* Task goal *
Give the listing again exactly as written.

################

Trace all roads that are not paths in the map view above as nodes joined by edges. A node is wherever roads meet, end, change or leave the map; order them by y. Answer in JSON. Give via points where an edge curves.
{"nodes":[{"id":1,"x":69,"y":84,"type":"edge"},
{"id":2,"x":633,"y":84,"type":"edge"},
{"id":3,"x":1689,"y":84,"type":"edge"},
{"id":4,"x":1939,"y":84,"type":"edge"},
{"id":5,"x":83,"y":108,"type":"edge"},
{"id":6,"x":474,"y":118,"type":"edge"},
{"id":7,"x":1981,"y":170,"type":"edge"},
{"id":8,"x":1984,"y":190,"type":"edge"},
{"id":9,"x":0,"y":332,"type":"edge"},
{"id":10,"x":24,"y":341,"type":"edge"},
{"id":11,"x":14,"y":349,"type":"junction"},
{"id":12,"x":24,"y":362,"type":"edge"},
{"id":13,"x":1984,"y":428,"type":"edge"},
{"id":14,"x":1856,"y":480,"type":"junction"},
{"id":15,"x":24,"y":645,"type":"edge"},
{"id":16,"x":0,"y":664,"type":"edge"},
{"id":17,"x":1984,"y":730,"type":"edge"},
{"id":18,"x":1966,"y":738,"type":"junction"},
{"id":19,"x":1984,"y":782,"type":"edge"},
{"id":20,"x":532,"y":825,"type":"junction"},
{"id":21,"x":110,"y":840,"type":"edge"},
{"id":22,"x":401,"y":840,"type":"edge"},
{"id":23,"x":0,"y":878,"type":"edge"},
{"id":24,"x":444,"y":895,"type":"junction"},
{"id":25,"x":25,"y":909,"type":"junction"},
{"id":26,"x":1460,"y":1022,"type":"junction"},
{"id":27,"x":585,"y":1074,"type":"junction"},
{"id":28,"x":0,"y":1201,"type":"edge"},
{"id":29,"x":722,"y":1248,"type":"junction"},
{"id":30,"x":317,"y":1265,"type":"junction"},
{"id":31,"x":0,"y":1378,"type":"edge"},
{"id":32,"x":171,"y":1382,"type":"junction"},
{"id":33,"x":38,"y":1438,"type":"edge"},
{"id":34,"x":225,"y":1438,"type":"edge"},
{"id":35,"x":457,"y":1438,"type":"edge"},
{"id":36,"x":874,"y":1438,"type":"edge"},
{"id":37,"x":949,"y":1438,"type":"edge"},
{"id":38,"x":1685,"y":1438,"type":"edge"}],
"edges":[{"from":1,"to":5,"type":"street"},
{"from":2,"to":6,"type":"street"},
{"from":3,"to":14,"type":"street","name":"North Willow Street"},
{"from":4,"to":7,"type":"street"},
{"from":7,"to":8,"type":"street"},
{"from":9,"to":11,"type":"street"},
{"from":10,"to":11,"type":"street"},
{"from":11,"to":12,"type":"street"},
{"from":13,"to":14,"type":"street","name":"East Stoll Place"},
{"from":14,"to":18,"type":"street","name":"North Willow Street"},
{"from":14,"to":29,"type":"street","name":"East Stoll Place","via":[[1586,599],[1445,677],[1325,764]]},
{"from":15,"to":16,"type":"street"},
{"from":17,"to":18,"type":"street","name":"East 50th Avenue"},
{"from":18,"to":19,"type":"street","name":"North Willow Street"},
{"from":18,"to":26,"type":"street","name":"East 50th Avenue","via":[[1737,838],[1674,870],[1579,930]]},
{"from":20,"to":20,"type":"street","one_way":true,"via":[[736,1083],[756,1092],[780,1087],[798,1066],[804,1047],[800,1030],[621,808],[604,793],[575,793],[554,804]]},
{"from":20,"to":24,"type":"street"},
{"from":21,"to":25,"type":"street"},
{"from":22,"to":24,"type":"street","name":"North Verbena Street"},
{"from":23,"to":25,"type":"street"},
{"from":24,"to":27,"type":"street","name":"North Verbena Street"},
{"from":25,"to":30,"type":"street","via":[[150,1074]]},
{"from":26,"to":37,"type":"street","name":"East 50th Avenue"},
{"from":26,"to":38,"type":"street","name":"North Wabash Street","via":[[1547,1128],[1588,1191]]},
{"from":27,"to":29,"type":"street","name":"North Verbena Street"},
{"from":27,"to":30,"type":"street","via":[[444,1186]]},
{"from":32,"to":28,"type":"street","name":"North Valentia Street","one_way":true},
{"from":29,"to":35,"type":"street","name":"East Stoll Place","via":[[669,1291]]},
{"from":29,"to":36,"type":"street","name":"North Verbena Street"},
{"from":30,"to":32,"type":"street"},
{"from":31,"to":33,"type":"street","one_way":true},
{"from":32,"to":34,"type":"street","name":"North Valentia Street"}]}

################

* Response below *
Trace all roads that are not paths in the map view above as nodes joined by edges. A node is wherever roads meet, end, change or leave the map; order them by y. Answer in JSON. Give via points where an edge curves.
{"nodes":[{"id":1,"x":69,"y":84,"type":"edge"},
{"id":2,"x":633,"y":84,"type":"edge"},
{"id":3,"x":1689,"y":84,"type":"edge"},
{"id":4,"x":1939,"y":84,"type":"edge"},
{"id":5,"x":83,"y":108,"type":"edge"},
{"id":6,"x":474,"y":118,"type":"edge"},
{"id":7,"x":1981,"y":170,"type":"edge"},
{"id":8,"x":1984,"y":190,"type":"edge"},
{"id":9,"x":0,"y":332,"type":"edge"},
{"id":10,"x":24,"y":341,"type":"edge"},
{"id":11,"x":14,"y":349,"type":"junction"},
{"id":12,"x":24,"y":362,"type":"edge"},
{"id":13,"x":1984,"y":428,"type":"edge"},
{"id":14,"x":1856,"y":480,"type":"junction"},
{"id":15,"x":24,"y":645,"type":"edge"},
{"id":16,"x":0,"y":664,"type":"edge"},
{"id":17,"x":1984,"y":730,"type":"edge"},
{"id":18,"x":1966,"y":738,"type":"junction"},
{"id":19,"x":1984,"y":782,"type":"edge"},
{"id":20,"x":532,"y":825,"type":"junction"},
{"id":21,"x":110,"y":840,"type":"edge"},
{"id":22,"x":401,"y":840,"type":"edge"},
{"id":23,"x":0,"y":878,"type":"edge"},
{"id":24,"x":444,"y":895,"type":"junction"},
{"id":25,"x":25,"y":909,"type":"junction"},
{"id":26,"x":1460,"y":1022,"type":"junction"},
{"id":27,"x":585,"y":1074,"type":"junction"},
{"id":28,"x":0,"y":1201,"type":"edge"},
{"id":29,"x":722,"y":1248,"type":"junction"},
{"id":30,"x":317,"y":1265,"type":"junction"},
{"id":31,"x":0,"y":1378,"type":"edge"},
{"id":32,"x":171,"y":1382,"type":"junction"},
{"id":33,"x":38,"y":1438,"type":"edge"},
{"id":34,"x":225,"y":1438,"type":"edge"},
{"id":35,"x":457,"y":1438,"type":"edge"},
{"id":36,"x":874,"y":1438,"type":"edge"},
{"id":37,"x":949,"y":1438,"type":"edge"},
{"id":38,"x":1685,"y":1438,"type":"edge"}],
"edges":[{"from":1,"to":5,"type":"street"},
{"from":2,"to":6,"type":"street"},
{"from":3,"to":14,"type":"street","name":"North Willow Street"},
{"from":4,"to":7,"type":"street"},
{"from":7,"to":8,"type":"street"},
{"from":9,"to":11,"type":"street"},
{"from":10,"to":11,"type":"street"},
{"from":11,"to":12,"type":"street"},
{"from":13,"to":14,"type":"street","name":"East Stoll Place"},
{"from":14,"to":18,"type":"street","name":"North Willow Street"},
{"from":14,"to":29,"type":"street","name":"East Stoll Place","via":[[1586,599],[1445,677],[1325,764]]},
{"from":15,"to":16,"type":"street"},
{"from":17,"to":18,"type":"street","name":"East 50th Avenue"},
{"from":18,"to":19,"type":"street","name":"North Willow Street"},
{"from":18,"to":26,"type":"street","name":"East 50th Avenue","via":[[1737,838],[1674,870],[1579,930]]},
{"from":20,"to":20,"type":"street","one_way":true,"via":[[736,1083],[756,1092],[780,1087],[798,1066],[804,1047],[800,1030],[621,808],[604,793],[575,793],[554,804]]},
{"from":20,"to":24,"type":"street"},
{"from":21,"to":25,"type":"street"},
{"from":22,"to":24,"type":"street","name":"North Verbena Street"},
{"from":23,"to":25,"type":"street"},
{"from":24,"to":27,"type":"street","name":"North Verbena Street"},
{"from":25,"to":30,"type":"street","via":[[150,1074]]},
{"from":26,"to":37,"type":"street","name":"East 50th Avenue"},
{"from":26,"to":38,"type":"street","name":"North Wabash Street","via":[[1547,1128],[1588,1191]]},
{"from":27,"to":29,"type":"street","name":"North Verbena Street"},
{"from":27,"to":30,"type":"street","via":[[444,1186]]},
{"from":32,"to":28,"type":"street","name":"North Valentia Street","one_way":true},
{"from":29,"to":35,"type":"street","name":"East Stoll Place","via":[[669,1291]]},
{"from":29,"to":36,"type":"street","name":"North Verbena Street"},
{"from":30,"to":32,"type":"street"},
{"from":31,"to":33,"type":"street","one_way":true},
{"from":32,"to":34,"type":"street","name":"North Valentia Street"}]}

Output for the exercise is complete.